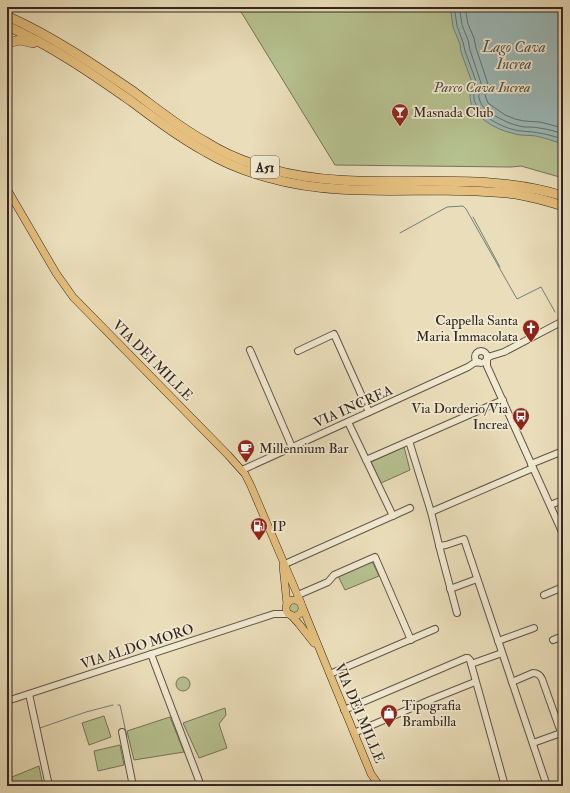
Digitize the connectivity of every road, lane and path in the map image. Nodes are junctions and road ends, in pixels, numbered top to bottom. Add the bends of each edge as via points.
1 (7, 16) edge
2 (7, 26) edge
3 (7, 43) edge
4 (49, 47) junction
5 (7, 189) edge
6 (563, 196) edge
7 (563, 206) edge
8 (563, 321) edge
9 (250, 350) dead end
10 (298, 351) dead end
11 (483, 360) junction
12 (503, 400) junction
13 (369, 412) junction
14 (348, 422) junction
15 (409, 441) junction
16 (292, 447) junction
17 (563, 451) edge
18 (366, 460) junction
19 (532, 466) junction
20 (242, 470) junction
21 (563, 500) edge
22 (550, 505) junction
23 (410, 508) dead end
24 (431, 512) junction
25 (393, 516) junction
26 (563, 534) edge
27 (439, 546) junction
28 (278, 549) junction
29 (285, 564) junction
30 (477, 579) junction
31 (563, 587) edge
32 (450, 588) junction
33 (298, 595) junction
34 (544, 595) dead end
35 (287, 604) junction
36 (302, 604) junction
37 (457, 613) dead end
38 (274, 614) junction
39 (290, 614) junction
40 (534, 628) dead end
41 (435, 629) dead end
42 (563, 636) edge
43 (411, 640) junction
44 (553, 640) dead end
45 (498, 641) junction
46 (502, 653) junction
47 (151, 654) junction
48 (324, 660) junction
49 (471, 664) junction
50 (330, 674) junction
51 (475, 682) junction
52 (512, 682) junction
53 (28, 694) junction
54 (7, 701) edge
55 (344, 710) junction
56 (122, 732) dead end
57 (354, 733) junction
58 (562, 736) edge
59 (533, 743) junction
60 (49, 786) edge
61 (133, 786) edge
62 (201, 786) edge
63 (377, 786) edge
64 (505, 786) edge
65 (547, 786) edge

1 - 6 highway, A51 via 89,61 205,142 268,168 308,177 347,180 504,184
2 - 4 highway, A51
3 - 4 highway via 20,40
4 - 7 highway, A51 via 88,71 201,150 264,177 337,189 496,192 532,197
5 - 20 main road, VIA DEI MILLE via 73,297
8 - 11 street, VIA INCREA via 504,352
9 - 16 street
10 - 13 street via 334,334
11 - 12 street
11 - 13 street, VIA INCREA
12 - 15 street
12 - 19 street
13 - 14 street, VIA INCREA
14 - 16 street, VIA INCREA
14 - 18 street
15 - 18 street
15 - 24 street
16 - 20 street, VIA INCREA
17 - 19 street
18 - 25 street
19 - 22 street
19 - 24 street
20 - 28 main road, VIA DEI MILLE
21 - 22 street
22 - 26 street
23 - 25 street
24 - 27 street
25 - 29 street
27 - 30 street via 464,539
27 - 32 street
28 - 29 main road, VIA DEI MILLE
28 - 35 main road, VIA DEI MILLE via 284,571
29 - 33 main road, VIA DEI MILLE
30 - 32 street
30 - 45 street
31 - 34 street
32 - 37 street
33 - 36 main road, VIA DEI MILLE
33 - 43 street via 375,557
35 - 36 main road via 294,599
35 - 38 street, VIA ALDO MORO
35 - 39 main road
36 - 39 main road via 301,613 296,616
36 - 48 main road, VIA DEI MILLE
38 - 39 street, VIA ALDO MORO
38 - 47 street, VIA ALDO MORO
39 - 48 main road, VIA DEI MILLE
40 - 45 street
41 - 43 street
42 - 44 street
43 - 50 street
45 - 46 street
46 - 49 street
46 - 52 street
47 - 53 street, VIA ALDO MORO
47 - 62 street
48 - 50 main road, VIA DEI MILLE
49 - 51 street
49 - 55 street via 466,658
50 - 55 main road, VIA DEI MILLE
51 - 57 street
51 - 64 street
52 - 58 street via 533,673 540,675
52 - 59 street
53 - 54 street, VIA ALDO MORO
53 - 60 street
55 - 57 main road, VIA DEI MILLE
56 - 61 street
57 - 63 main road, VIA DEI MILLE
58 - 59 street
59 - 65 street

**Goal of the exercise**
Display each line of the data where "highway" occurs.

**Written response**
1 - 6 highway, A51 via 89,61 205,142 268,168 308,177 347,180 504,184
2 - 4 highway, A51
3 - 4 highway via 20,40
4 - 7 highway, A51 via 88,71 201,150 264,177 337,189 496,192 532,197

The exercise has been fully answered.